Problem requirements:
Copy out each line containing "dead" from the entries below.

◇ ◇ ◇ ◇

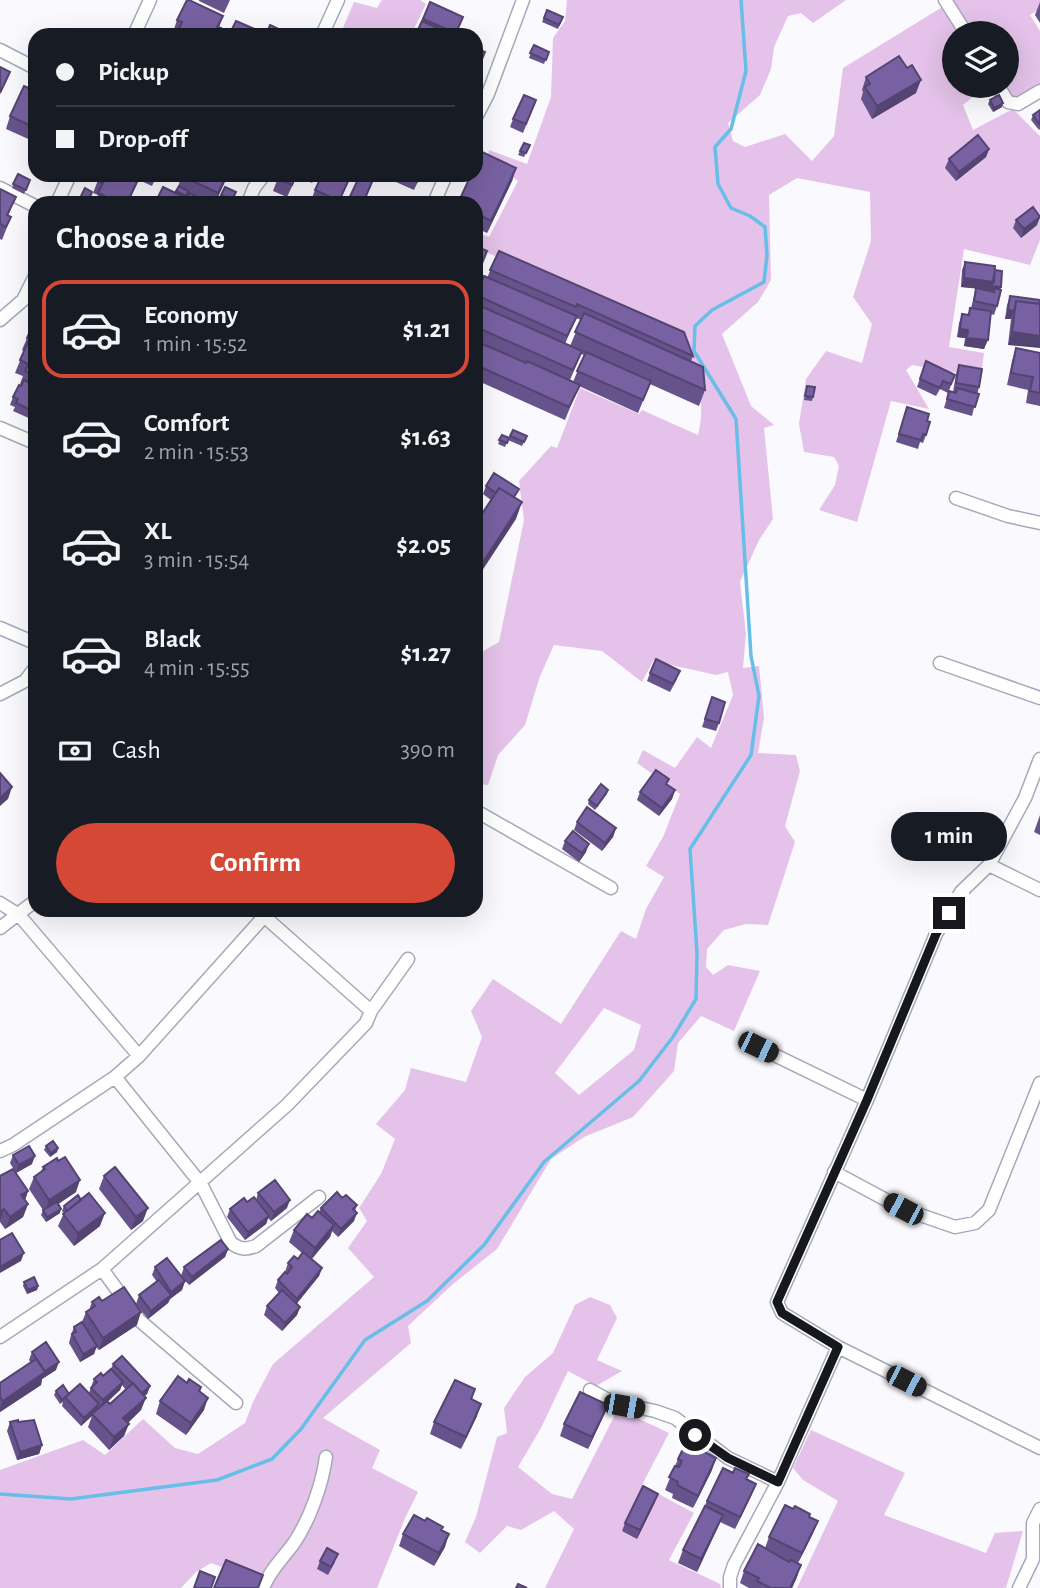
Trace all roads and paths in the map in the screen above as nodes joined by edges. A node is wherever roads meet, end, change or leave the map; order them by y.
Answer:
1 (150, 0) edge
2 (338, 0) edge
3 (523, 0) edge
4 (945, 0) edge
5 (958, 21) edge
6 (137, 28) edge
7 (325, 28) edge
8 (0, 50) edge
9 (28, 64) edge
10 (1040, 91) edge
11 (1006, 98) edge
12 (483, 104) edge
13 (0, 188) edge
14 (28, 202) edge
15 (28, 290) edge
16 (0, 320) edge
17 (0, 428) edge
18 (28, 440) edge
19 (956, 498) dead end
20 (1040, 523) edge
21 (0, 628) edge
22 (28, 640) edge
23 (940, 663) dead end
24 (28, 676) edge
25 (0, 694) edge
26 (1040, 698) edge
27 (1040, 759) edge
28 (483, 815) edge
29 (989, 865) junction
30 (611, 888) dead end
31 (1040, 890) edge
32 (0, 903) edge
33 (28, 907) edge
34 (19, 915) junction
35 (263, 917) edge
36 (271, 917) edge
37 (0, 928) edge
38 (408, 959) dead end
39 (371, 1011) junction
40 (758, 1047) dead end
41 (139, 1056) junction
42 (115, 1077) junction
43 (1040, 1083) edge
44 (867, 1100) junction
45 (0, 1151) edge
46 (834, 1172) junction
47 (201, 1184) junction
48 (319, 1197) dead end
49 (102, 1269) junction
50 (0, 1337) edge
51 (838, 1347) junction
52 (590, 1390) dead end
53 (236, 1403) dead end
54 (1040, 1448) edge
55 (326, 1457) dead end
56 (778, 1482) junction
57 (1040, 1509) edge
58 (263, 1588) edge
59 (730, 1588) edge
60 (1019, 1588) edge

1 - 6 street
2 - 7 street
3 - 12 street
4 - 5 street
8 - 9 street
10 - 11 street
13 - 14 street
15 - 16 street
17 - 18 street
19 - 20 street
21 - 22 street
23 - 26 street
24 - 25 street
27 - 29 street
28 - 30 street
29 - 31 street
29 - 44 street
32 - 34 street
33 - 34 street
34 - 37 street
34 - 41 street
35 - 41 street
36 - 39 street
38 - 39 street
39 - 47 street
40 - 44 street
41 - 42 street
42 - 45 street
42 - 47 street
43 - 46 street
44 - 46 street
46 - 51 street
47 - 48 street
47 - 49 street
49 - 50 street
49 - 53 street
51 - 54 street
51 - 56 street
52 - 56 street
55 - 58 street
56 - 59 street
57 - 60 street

◇ ◇ ◇ ◇

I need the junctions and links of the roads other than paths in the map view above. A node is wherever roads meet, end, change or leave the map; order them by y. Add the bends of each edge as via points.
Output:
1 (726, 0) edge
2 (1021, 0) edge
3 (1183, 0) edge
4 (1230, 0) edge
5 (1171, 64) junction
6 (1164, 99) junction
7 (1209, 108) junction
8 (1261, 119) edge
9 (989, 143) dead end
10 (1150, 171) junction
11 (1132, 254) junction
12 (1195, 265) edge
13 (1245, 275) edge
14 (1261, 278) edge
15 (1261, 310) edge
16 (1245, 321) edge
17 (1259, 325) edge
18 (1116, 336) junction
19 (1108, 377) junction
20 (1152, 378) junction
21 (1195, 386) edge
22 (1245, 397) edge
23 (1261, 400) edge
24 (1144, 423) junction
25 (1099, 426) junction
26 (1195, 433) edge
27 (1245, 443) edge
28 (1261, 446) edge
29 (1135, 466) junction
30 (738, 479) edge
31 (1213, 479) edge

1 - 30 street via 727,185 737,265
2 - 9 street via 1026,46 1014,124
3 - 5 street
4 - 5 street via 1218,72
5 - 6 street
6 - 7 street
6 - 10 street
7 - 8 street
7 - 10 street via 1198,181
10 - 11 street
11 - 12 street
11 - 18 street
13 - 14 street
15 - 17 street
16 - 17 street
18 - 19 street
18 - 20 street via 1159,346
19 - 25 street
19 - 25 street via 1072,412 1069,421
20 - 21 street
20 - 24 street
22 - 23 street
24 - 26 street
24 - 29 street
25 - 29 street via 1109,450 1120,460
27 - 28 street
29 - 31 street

◇ ◇ ◇ ◇

Response box:
19 (956, 498) dead end
23 (940, 663) dead end
30 (611, 888) dead end
38 (408, 959) dead end
40 (758, 1047) dead end
48 (319, 1197) dead end
52 (590, 1390) dead end
53 (236, 1403) dead end
55 (326, 1457) dead end
9 (989, 143) dead end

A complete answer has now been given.